THE Most Relevant XKCD

You know what, I actually agree with this. And lets just for a minute assume 'everyone' here is from the USA, which is where this constitutional bullshit comes from in the first place. Yes, the 'Government' can't adversely effect someone based upon what they say. Terrific, that's great.

OK, so now it comes down to the 'people' to decide what should and should not be allowed on their particular means on communication, in this case reddit. Well, as distasteful as fatpeoplehate (and there are far, far more distasteful subs on here), its content was serviced by a very large community (no pun intended), the 13th most active sub from what I read previously. Furthermore, the front page would seemingly suggest that a lot of reddit members would take 'free speech' over what people deem to be censorship for no valid reason.

Thus, if the 'community' sees fit to remove a subreddit, then by all means, as this XKCD says, show them the door.
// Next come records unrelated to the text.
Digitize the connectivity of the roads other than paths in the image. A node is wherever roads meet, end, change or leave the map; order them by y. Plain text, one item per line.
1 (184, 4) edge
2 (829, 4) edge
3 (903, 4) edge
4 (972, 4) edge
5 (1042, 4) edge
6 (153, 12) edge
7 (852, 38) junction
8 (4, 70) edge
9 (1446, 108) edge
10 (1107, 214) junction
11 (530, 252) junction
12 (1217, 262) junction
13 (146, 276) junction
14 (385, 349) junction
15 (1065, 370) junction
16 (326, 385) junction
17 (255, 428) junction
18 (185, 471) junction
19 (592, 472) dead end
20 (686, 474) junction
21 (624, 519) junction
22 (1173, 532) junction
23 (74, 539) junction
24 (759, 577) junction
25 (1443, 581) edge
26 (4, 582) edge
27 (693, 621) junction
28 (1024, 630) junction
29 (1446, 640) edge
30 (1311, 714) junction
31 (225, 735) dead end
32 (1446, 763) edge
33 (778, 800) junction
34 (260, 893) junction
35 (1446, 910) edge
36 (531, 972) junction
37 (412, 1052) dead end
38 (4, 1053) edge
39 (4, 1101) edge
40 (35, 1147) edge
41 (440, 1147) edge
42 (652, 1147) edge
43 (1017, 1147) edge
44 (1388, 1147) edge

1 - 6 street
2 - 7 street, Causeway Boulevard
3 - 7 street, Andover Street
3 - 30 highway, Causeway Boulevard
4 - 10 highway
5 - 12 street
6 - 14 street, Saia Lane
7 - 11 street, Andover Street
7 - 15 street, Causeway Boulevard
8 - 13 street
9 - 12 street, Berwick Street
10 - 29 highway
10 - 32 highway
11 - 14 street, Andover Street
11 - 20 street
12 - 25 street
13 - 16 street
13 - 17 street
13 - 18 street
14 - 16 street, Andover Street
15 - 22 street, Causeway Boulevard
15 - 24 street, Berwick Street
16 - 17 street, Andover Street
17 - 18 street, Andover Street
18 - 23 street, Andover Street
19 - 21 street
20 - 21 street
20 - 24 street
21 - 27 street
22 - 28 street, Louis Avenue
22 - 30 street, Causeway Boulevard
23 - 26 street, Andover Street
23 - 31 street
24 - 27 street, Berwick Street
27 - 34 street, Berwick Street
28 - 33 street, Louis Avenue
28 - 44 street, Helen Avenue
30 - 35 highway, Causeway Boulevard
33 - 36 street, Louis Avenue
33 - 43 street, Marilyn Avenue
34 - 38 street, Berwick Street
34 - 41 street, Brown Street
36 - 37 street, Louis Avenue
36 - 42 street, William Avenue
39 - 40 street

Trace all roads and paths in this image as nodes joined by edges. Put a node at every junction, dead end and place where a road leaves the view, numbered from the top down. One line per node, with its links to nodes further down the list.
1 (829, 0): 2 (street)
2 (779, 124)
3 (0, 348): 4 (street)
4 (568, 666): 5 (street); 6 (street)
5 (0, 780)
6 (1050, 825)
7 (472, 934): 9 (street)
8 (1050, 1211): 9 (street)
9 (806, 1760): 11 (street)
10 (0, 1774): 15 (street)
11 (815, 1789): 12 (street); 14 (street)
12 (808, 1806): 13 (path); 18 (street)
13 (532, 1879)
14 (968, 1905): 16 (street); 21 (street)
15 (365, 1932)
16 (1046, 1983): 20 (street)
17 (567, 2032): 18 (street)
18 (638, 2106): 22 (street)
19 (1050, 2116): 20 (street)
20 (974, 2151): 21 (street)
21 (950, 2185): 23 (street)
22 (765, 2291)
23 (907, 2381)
However, from what I've seen, the general community of reddit has shown that it doesn't want /r/fatpeoplehate 'shown the door'. And this is what has annoyed people like myself. I don't particularly like the 'message' that subs like /r/coontown or /r/fatpeoplehate spread, it's certainly not how I'd act in a public instance. However, I don't like that an incredibly small, and biased group of people can arbitrarily decide what should and should not be shown on this site. For me, it is this that is the more reprehensible act. On a much more micro level, people on reddit don't want to be dictated to without their voice being heard (sound familiar, Boston Tea Party etc), however reddit isn't a representative democracy, it's a company, and thus in political terms, it's a dictatorship. That is what people find distasteful - not the removal of 'hate', but the act of doing so without "permission".